## [Description of the task]
An exact copy of all records is expected, minus the images.

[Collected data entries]
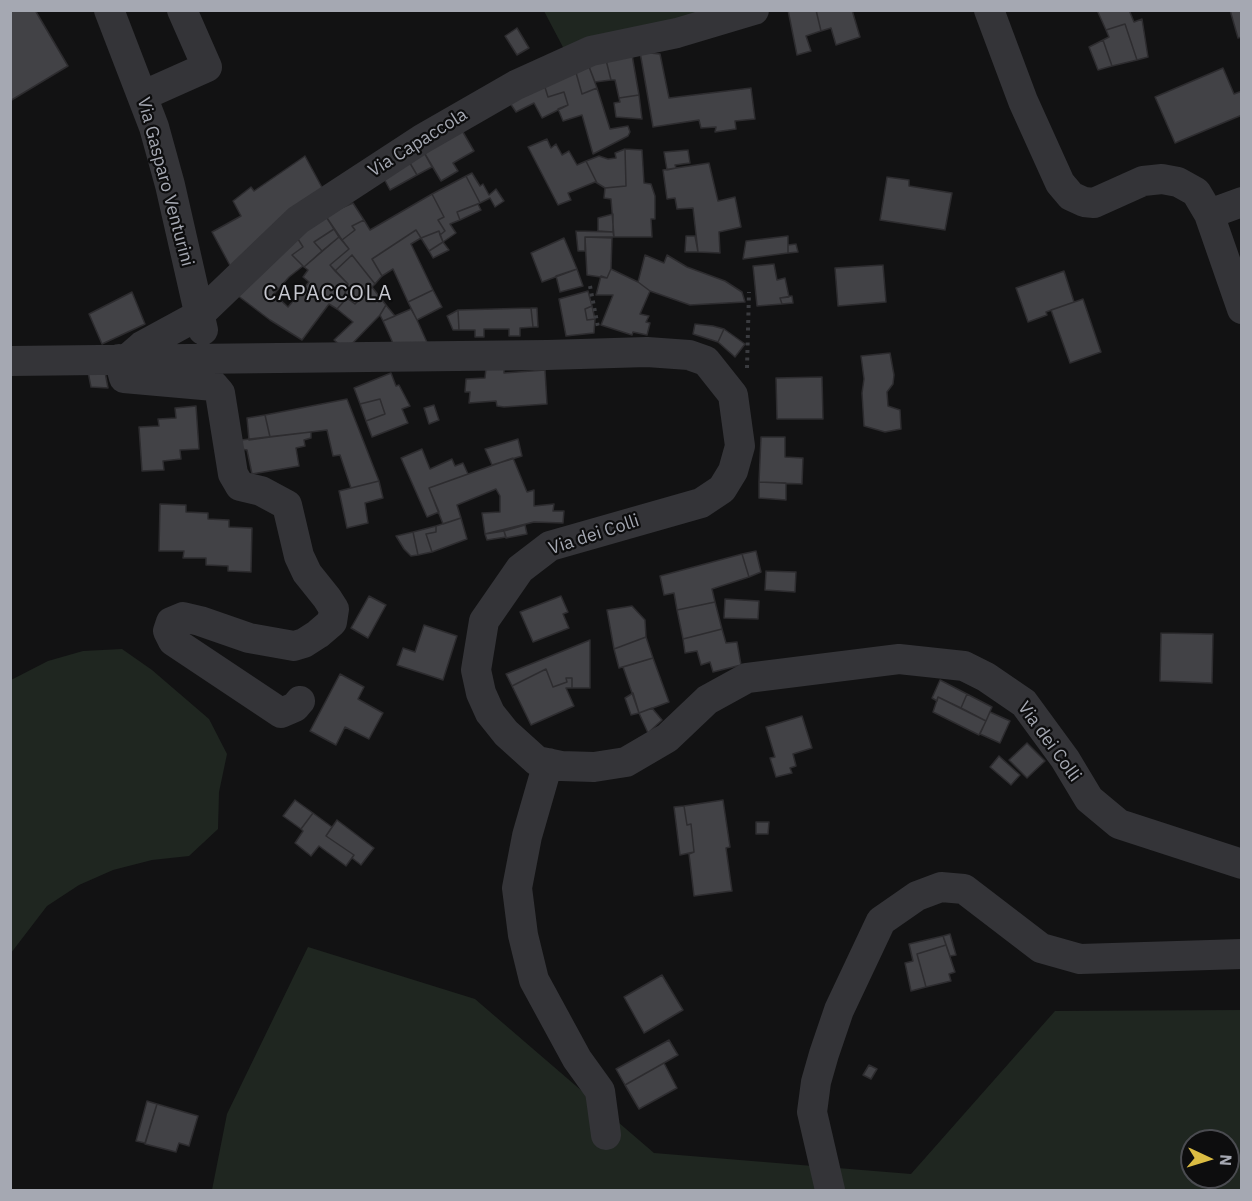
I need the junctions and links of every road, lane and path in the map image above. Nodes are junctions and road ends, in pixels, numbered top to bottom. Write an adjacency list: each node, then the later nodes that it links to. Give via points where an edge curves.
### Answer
1 (110, 10): 5 (street, Via Gasparo Venturini)
2 (182, 10): 5 (street, via 207,67)
3 (754, 10): 11 (street, Via Capaccola, via 677,33 591,51 516,85 422,139 298,220)
4 (989, 10): 7 (street, via 1023,101 1060,183 1071,196 1094,203 1143,181 1162,178 1196,192)
5 (142, 96): 11 (street, Via Gasparo Venturini, via 170,185)
6 (1242, 202): 7 (street)
7 (1209, 214): 10 (street)
8 (590, 286): 12 (path)
9 (749, 292): 16 (path)
10 (1242, 309)
11 (199, 315): 13 (street, Via Gasparo Venturini); 14 (street, Via Capaccola)
12 (603, 353): 13 (street); 16 (street, via 689,355 706,361)
13 (209, 357): 14 (street)
14 (123, 359): 15 (street); 17 (street, via 124,378 214,386 220,393 233,474 240,486 261,491 287,505 299,556 334,609 332,622 294,646 249,638 183,617 171,622 168,631 173,641 281,713)
15 (10, 361)
16 (740, 386): 18 (street, Via dei Colli, via 740,446 733,471 722,489 701,503 550,546 520,569 484,621 476,670 490,713 537,760)
17 (300, 701)
18 (548, 763): 19 (street, Via dei Colli, via 594,767 626,762 667,738 707,700 747,678 899,659 964,666 1024,703 1089,799 1119,824); 21 (street, via 517,888 523,935 534,980 577,1059 600,1091)
19 (1242, 864)
20 (1242, 954): 22 (street, via 1080,958 1041,948 964,889 941,886 917,896 882,921 839,1010 824,1054 812,1112)
21 (606, 1135)
22 (830, 1191)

## [Response for this exercise]
I need the junctions and links of every road, lane and path in the map image above. Nodes are junctions and road ends, in pixels, numbered top to bottom. Write an adjacency list: each node, then the later nodes that it links to. Give via points where an edge curves.
### Answer
1 (110, 10): 5 (street, Via Gasparo Venturini)
2 (182, 10): 5 (street, via 207,67)
3 (754, 10): 11 (street, Via Capaccola, via 677,33 591,51 516,85 422,139 298,220)
4 (989, 10): 7 (street, via 1023,101 1060,183 1071,196 1094,203 1143,181 1162,178 1196,192)
5 (142, 96): 11 (street, Via Gasparo Venturini, via 170,185)
6 (1242, 202): 7 (street)
7 (1209, 214): 10 (street)
8 (590, 286): 12 (path)
9 (749, 292): 16 (path)
10 (1242, 309)
11 (199, 315): 13 (street, Via Gasparo Venturini); 14 (street, Via Capaccola)
12 (603, 353): 13 (street); 16 (street, via 689,355 706,361)
13 (209, 357): 14 (street)
14 (123, 359): 15 (street); 17 (street, via 124,378 214,386 220,393 233,474 240,486 261,491 287,505 299,556 334,609 332,622 294,646 249,638 183,617 171,622 168,631 173,641 281,713)
15 (10, 361)
16 (740, 386): 18 (street, Via dei Colli, via 740,446 733,471 722,489 701,503 550,546 520,569 484,621 476,670 490,713 537,760)
17 (300, 701)
18 (548, 763): 19 (street, Via dei Colli, via 594,767 626,762 667,738 707,700 747,678 899,659 964,666 1024,703 1089,799 1119,824); 21 (street, via 517,888 523,935 534,980 577,1059 600,1091)
19 (1242, 864)
20 (1242, 954): 22 (street, via 1080,958 1041,948 964,889 941,886 917,896 882,921 839,1010 824,1054 812,1112)
21 (606, 1135)
22 (830, 1191)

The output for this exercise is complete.